J’étais assaillie d’idées négatives. Ce n’était pas facile pour une
jeune fille de dix-sept ans de se re retrouver dehors avec un enfant
dans le ventre ! C’était une dure épreuve pour mon âge. Mes parents ne
m’ont jamais enseigné sur la sexualité ; je me retrouve enceinte et leur
première réaction, c’est de me jeter dehors comme s’ils n’avaient
aucune part de culpabilité. Si seulement ma mère avait pris la peine de
m’éduquer dès que j’ai eu mes règles ! Ce n’est qu’à l’école qu’un
professeur de sciences naturelles, qui ne comprenait pas lui-même ce
qu’il nous disait, nous avait dicté un cours sur la reproduction.

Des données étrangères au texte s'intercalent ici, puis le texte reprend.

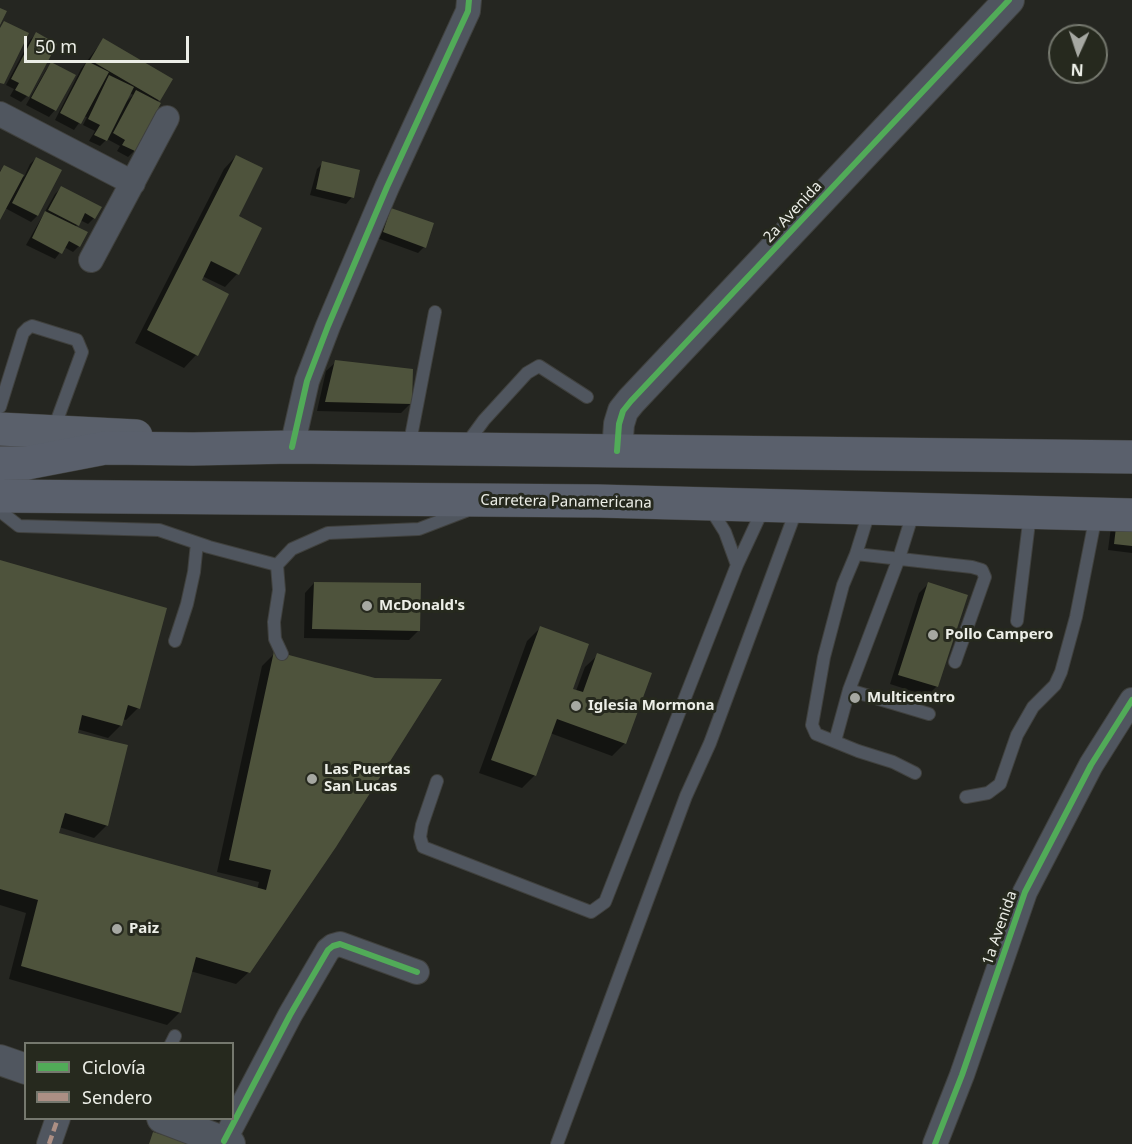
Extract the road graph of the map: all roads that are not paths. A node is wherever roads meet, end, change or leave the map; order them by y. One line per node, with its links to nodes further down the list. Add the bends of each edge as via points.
1 (469, 0): 13 (street, via 468,11 328,326 307,381)
2 (1009, 0): 18 (street, 2a Avenida, via 631,401 619,424)
3 (0, 114): 5 (street)
4 (167, 118): 5 (street)
5 (133, 183): 6 (street)
6 (91, 260)
7 (435, 312): 15 (lane)
8 (587, 398): 16 (lane, via 539,366 527,373 484,420)
9 (0, 407): 11 (lane, via 23,333 28,328 76,340 82,351)
10 (0, 429): 11 (main road)
11 (53, 432): 17 (main road, via 133,435)
12 (0, 442): 14 (highway)
13 (292, 447): 15 (highway); 17 (highway)
14 (105, 448): 17 (highway); 20 (highway, via 27,463)
15 (408, 448): 16 (highway)
16 (464, 448): 18 (highway)
17 (193, 449)
18 (617, 451): 19 (highway)
19 (1132, 457)
20 (0, 463)
21 (0, 496): 22 (highway, Carretera Panamericana)
22 (496, 501): 23 (highway, Carretera Panamericana); 35 (lane, via 419,529 328,533 292,549)
23 (707, 504): 24 (highway, Carretera Panamericana); 36 (lane, via 725,532)
24 (764, 506): 25 (highway, Carretera Panamericana); 36 (lane)
25 (798, 507): 26 (highway, Carretera Panamericana); 55 (lane)
26 (870, 509): 27 (highway, Carretera Panamericana); 33 (lane)
27 (915, 510): 29 (highway, Carretera Panamericana); 34 (lane)
28 (0, 511): 32 (lane, via 19,526 159,530)
29 (1030, 512): 30 (highway, Carretera Panamericana); 37 (lane)
30 (1096, 514): 31 (highway, Carretera Panamericana); 47 (lane, via 1061,672 1017,735 1000,784 988,793)
31 (1132, 515)
32 (203, 545): 35 (lane); 38 (lane)
33 (856, 554): 34 (lane); 44 (lane, via 843,585 824,657 812,725 816,734)
34 (899, 558): 40 (lane, via 982,570 985,578); 41 (lane)
35 (277, 565): 39 (lane, via 279,590 274,622 275,639)
36 (737, 565): 46 (lane, via 605,902 591,912 423,847 422,825)
37 (1017, 621)
38 (175, 641)
39 (282, 654)
40 (955, 662)
41 (849, 690): 43 (lane); 44 (lane)
42 (1132, 700): 56 (street, 1a Avenida, via 1091,765 1024,892)
43 (929, 714)
44 (835, 741): 45 (lane)
45 (915, 773)
46 (437, 781)
47 (966, 797)
48 (417, 972): 53 (street, via 340,944 328,950)
49 (0, 1060): 50 (street)
50 (24, 1068)
51 (58, 1120): 54 (street)
52 (165, 1120): 53 (street)
53 (227, 1143)
54 (49, 1144)
55 (557, 1144)
56 (935, 1144)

Il faisait très froid cette nuit, signe que l’harmattan approchait à
grands pas. L'harmattan est, au Sahara et en Afrique Centrale et de
l'Ouest, un vent du nord-est, très chaud le jour, plus froid la nuit,
très sec et le plus souvent chargé de poussière. Par temps d'harmattan,
les nuits sont fraîches voire un peu froides comme pendant l'hiver au
désert, mais l'air s'échauffe très rapidement avec le soleil.
Je n’avais qu’une légère camisole et une jupe comme vêtements. Je
commençais à grelotter. Je n’avais aucune couverture. Pourquoi n’ai-je
pas réfléchi avant de me donner à Edmond ?
Je me regarde et je me
fais pitié à moi-même : voilà où m’a conduit quelques minutes de
plaisir, voire d’imprudence. Que vais-je faire maintenant ?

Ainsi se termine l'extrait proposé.